In the grand scheme of things, computers are not an old invention. We’re used to hundred-year-old photographs or even hundred-year-old camera footage. But computer programs are in a different category—they’re high-tech and new. At least, they are now. As the computing industry matures, will we someday find ourselves using programs that approach the hundred-year-old mark?

纵观历史上各种伟大的发明,计算机的历史并没有很久。我们仍然在使用有着百年历史的照片和胶卷。但是计算机软件是另外一个类别——目前仍属于高新科技。
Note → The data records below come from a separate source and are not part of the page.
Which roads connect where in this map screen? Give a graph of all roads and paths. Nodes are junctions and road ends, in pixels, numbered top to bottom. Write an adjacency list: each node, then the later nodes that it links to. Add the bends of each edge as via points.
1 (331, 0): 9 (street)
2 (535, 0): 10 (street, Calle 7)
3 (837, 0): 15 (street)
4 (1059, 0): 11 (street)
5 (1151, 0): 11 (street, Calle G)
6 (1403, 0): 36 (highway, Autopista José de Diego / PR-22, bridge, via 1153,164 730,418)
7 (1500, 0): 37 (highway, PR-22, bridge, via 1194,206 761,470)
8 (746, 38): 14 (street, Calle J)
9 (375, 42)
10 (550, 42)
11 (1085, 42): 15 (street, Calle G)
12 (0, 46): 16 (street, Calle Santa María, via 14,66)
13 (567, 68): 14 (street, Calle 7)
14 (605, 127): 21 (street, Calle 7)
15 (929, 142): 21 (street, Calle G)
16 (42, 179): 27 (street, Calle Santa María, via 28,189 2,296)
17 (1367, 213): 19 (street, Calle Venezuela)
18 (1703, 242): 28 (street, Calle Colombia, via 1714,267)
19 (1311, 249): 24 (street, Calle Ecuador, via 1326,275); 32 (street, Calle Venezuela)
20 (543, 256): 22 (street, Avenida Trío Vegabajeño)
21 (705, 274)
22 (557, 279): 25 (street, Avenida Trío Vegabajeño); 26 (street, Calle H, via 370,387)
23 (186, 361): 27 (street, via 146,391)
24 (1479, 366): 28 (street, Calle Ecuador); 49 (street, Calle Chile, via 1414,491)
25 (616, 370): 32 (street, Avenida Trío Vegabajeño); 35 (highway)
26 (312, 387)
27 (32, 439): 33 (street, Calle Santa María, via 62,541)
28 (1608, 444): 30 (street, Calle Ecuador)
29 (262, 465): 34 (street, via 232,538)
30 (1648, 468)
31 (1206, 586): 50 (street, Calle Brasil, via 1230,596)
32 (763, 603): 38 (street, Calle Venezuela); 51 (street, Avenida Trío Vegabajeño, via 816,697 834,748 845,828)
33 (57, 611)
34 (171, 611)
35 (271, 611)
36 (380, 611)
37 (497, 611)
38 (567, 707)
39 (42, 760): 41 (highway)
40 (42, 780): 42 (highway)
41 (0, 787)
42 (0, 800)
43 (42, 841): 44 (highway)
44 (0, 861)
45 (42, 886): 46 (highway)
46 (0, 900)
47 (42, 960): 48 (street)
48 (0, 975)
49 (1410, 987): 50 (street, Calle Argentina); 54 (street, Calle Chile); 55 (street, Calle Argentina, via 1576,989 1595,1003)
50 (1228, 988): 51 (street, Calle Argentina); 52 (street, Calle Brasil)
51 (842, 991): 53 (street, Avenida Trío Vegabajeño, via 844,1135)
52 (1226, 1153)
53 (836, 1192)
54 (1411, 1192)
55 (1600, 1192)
至少现在的软件是这样。随着计算机产业日渐成熟,我们会不会有一天发现,我们在使用有着百年历史的软件呢?

Computer hardware will presumably change enough that we won’t be able to take an executable compiled today and run it on hardware a century from now. Perhaps advances in programming language design will also mean that nobody will understand C in the future and cat will have long since been rewritten in another language. (Though C has already been around for fifty years, and it doesn’t look like it is about to be replaced any time soon.) But barring all that, why not just keep using the cat we have forever?
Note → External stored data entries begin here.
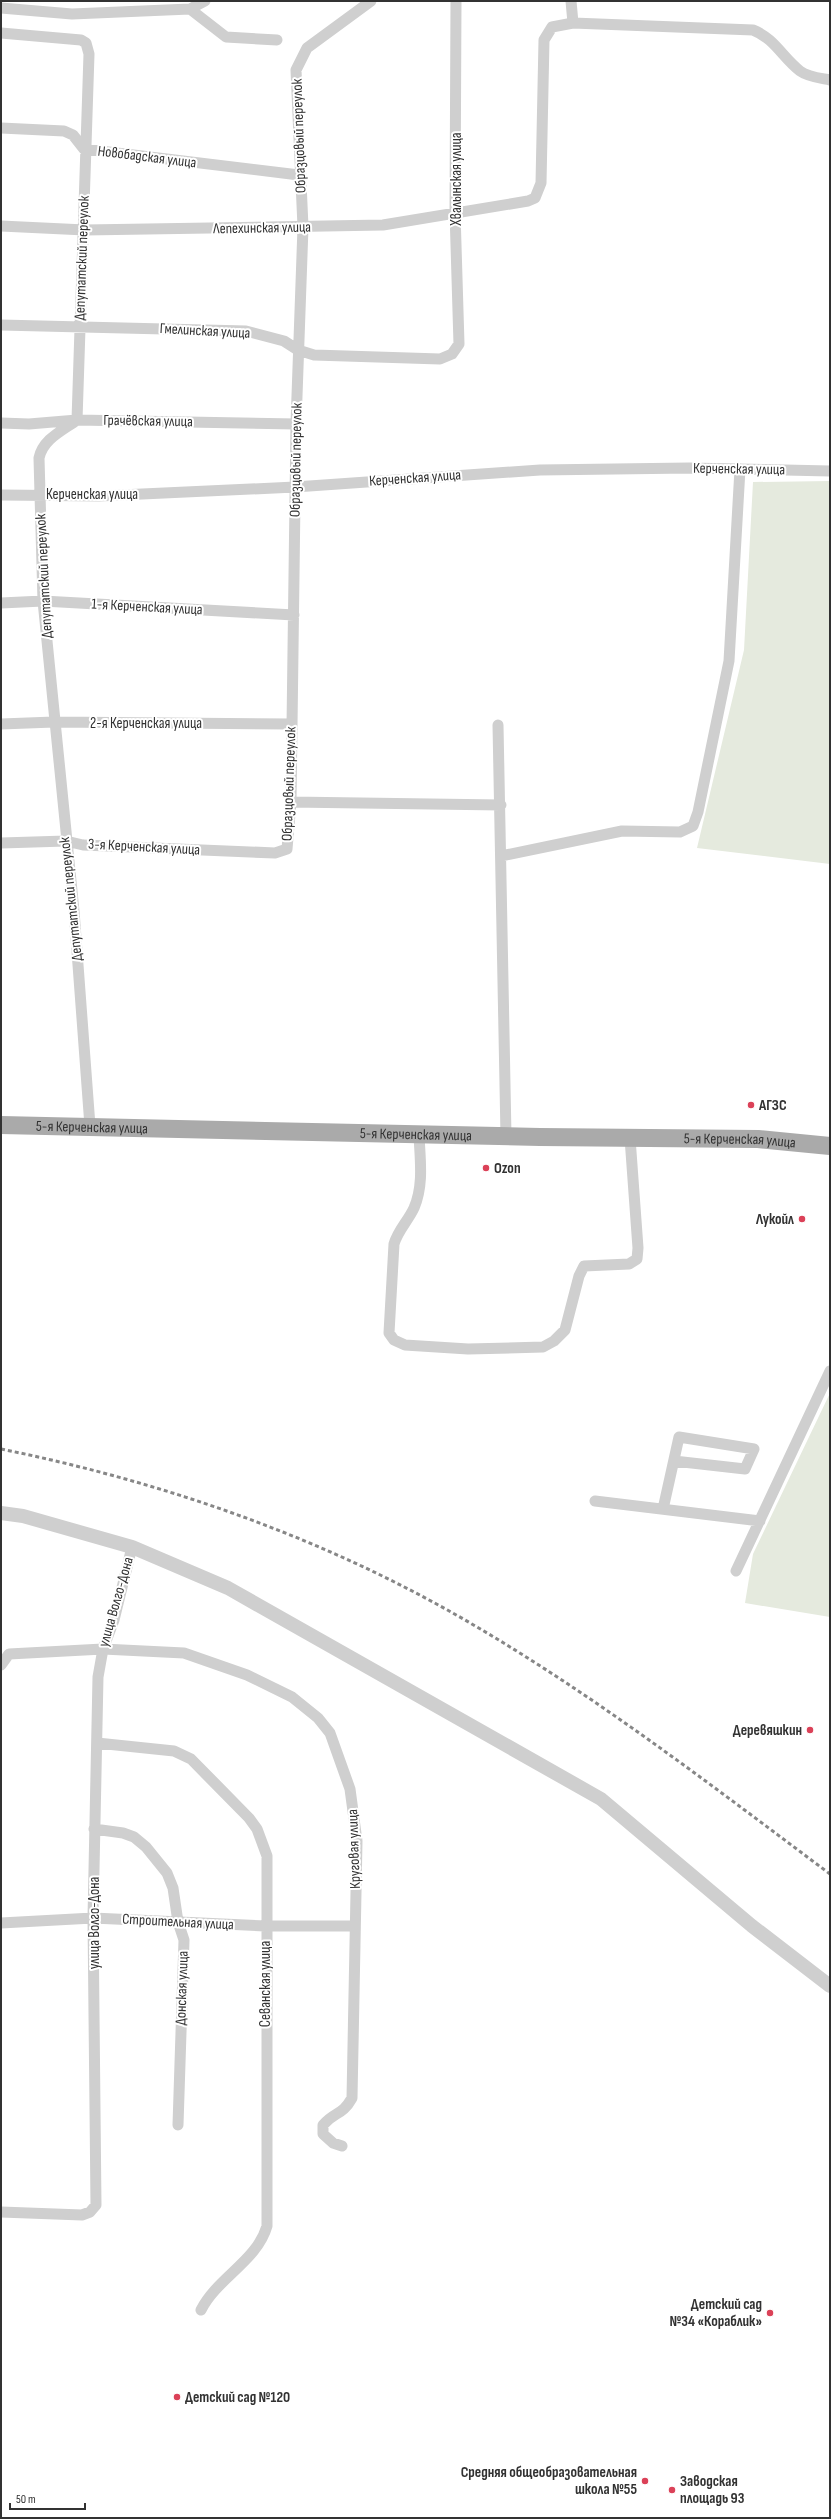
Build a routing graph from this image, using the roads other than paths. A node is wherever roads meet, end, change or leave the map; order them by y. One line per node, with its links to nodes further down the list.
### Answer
1 (205, 1): 6 (street)
2 (371, 1): 13 (street, Образцовый переулок)
3 (456, 1): 14 (street, Хвалынская улица)
4 (571, 1): 7 (street)
5 (1, 8): 6 (street)
6 (190, 9): 9 (street)
7 (573, 23): 10 (street); 14 (street, Лепехинская улица)
8 (1, 33): 12 (street, Депутатский переулок)
9 (277, 40)
10 (830, 80)
11 (1, 128): 12 (street, Новобадская улица)
12 (84, 149): 13 (street, Новобадская улица); 17 (street, Депутатский переулок)
13 (299, 175): 16 (street, Образцовый переулок)
14 (455, 212): 16 (street, Лепехинская улица); 21 (street, Хвалынская улица)
15 (1, 226): 17 (street, Лепехинская улица)
16 (303, 227): 17 (street, Лепехинская улица); 20 (street, Образцовый переулок)
17 (85, 230): 19 (street, Депутатский переулок)
18 (1, 326): 19 (street, Гмелинская улица)
19 (79, 326): 20 (street, Гмелинская улица); 22 (street, Депутатский переулок)
20 (298, 350): 21 (street, Гмелинская улица); 24 (street, Образцовый переулок)
21 (452, 354)
22 (77, 420): 23 (street, Грачёвская улица); 24 (street, Грачёвская улица); 28 (street, Депутатский переулок)
23 (1, 423)
24 (296, 424): 27 (street, Образцовый переулок)
25 (740, 469): 26 (street, Керченская улица); 27 (street, Керченская улица); 42 (street)
26 (830, 471)
27 (295, 487): 28 (street, Керченская улица); 32 (street, Образцовый переулок)
28 (41, 494): 29 (street, Керченская улица); 30 (street, Депутатский переулок)
29 (1, 495)
30 (43, 601): 31 (street, 1-я Керченская улица); 32 (street, 1-я Керченская улица); 33 (street, Депутатский переулок)
31 (1, 603)
32 (294, 615): 35 (street, Образцовый переулок)
33 (54, 722): 34 (street, 2-я Керченская улица); 35 (street, 2-я Керченская улица); 39 (street, Депутатский переулок)
34 (1, 724)
35 (292, 724): 37 (street, Образцовый переулок)
36 (498, 725): 38 (street)
37 (291, 802): 38 (street); 41 (street, Образцовый переулок)
38 (500, 805): 42 (street)
39 (66, 841): 40 (street, 3-я Керченская улица); 41 (street, 3-я Керченская улица); 44 (street, Депутатский переулок)
40 (1, 843)
41 (287, 849)
42 (501, 856): 46 (street)
43 (1, 1125): 44 (main road, 5-я Керченская улица)
44 (90, 1126): 45 (main road, 5-я Керченская улица)
45 (420, 1135): 46 (main road, 5-я Керченская улица); 47 (street)
46 (506, 1136): 47 (main road, 5-я Керченская улица)
47 (630, 1138): 48 (main road, 5-я Керченская улица)
48 (830, 1146)
49 (830, 1371): 54 (street)
50 (674, 1461): 50 (street); 52 (street)
51 (595, 1501): 52 (street)
52 (663, 1509): 54 (street)
53 (1, 1513): 55 (street)
54 (760, 1521): 56 (street)
55 (132, 1547): 57 (street, улица Волго-Дона); 66 (street)
56 (736, 1571)
57 (103, 1649): 58 (street, Круговая улица); 59 (street, улица Волго-Дона); 65 (street, Круговая улица)
58 (1, 1665)
59 (97, 1743): 60 (street, улица Волго-Дона); 64 (street, Севанская улица)
60 (94, 1829): 61 (street, улица Волго-Дона); 62 (street, Донская улица)
61 (93, 1918): 62 (street, Строительная улица); 63 (street, Строительная улица); 69 (street, улица Волго-Дона)
62 (178, 1922): 64 (street, Строительная улица); 67 (street, Донская улица)
63 (1, 1923)
64 (265, 1926): 65 (street, Строительная улица); 70 (street, Севанская улица)
65 (355, 1926): 68 (street, Круговая улица)
66 (830, 1986)
67 (178, 2125)
68 (342, 2146)
69 (1, 2212)
70 (201, 2310)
计算机硬件最终也会更新换代,现在的软件想必是没法跑在一个世纪以后的硬件上。也许高级语言设计的进步,也会导致在将来没有人会使用C语言,而cat也会被其他的语言重写。(不过C语言已经存在了五十年了,估计短期内也不会被取代。)不考虑以上这些的话,不如我们就一直用现在这版cat吧。

I think the history of cat shows that some ideas in computer science are in fact very durable. Indeed, with cat, both the idea and the program itself are old. It may not be accurate to say that the cat on my computer is from 1969. But I could make a case for saying that the cat on my computer is from 1989, when Fall wrote his implementation of cat. Lots of other software is just as ancient. So maybe we shouldn’t think of computer science and software development primarily as fields that disrupt the status quo and invent new things. Our computer systems are built out of historical artifacts. At some point, we may all spend more time trying to understand and maintain those historical artifacts than we spend writing new code.

我认为,cat的历史告诉我们,在计算机科学领域有一些思想是非常耐用的。实际上,对于cat,它的代码和思想都是很多年前出现的。要说我计算机中的cat是1969年的其实并不准确。但如果说我计算机中的cat是1989年Fall开发的,就准确多了。很多软件都很古老。也许我们不能单纯的认为计算机科学和软件开发是不断更新换代的领域。我们所开发的系统都是基于历史基础的。在某些时候,我们在开发新代码的同时,也需要去花时间去理解和维护历史代码。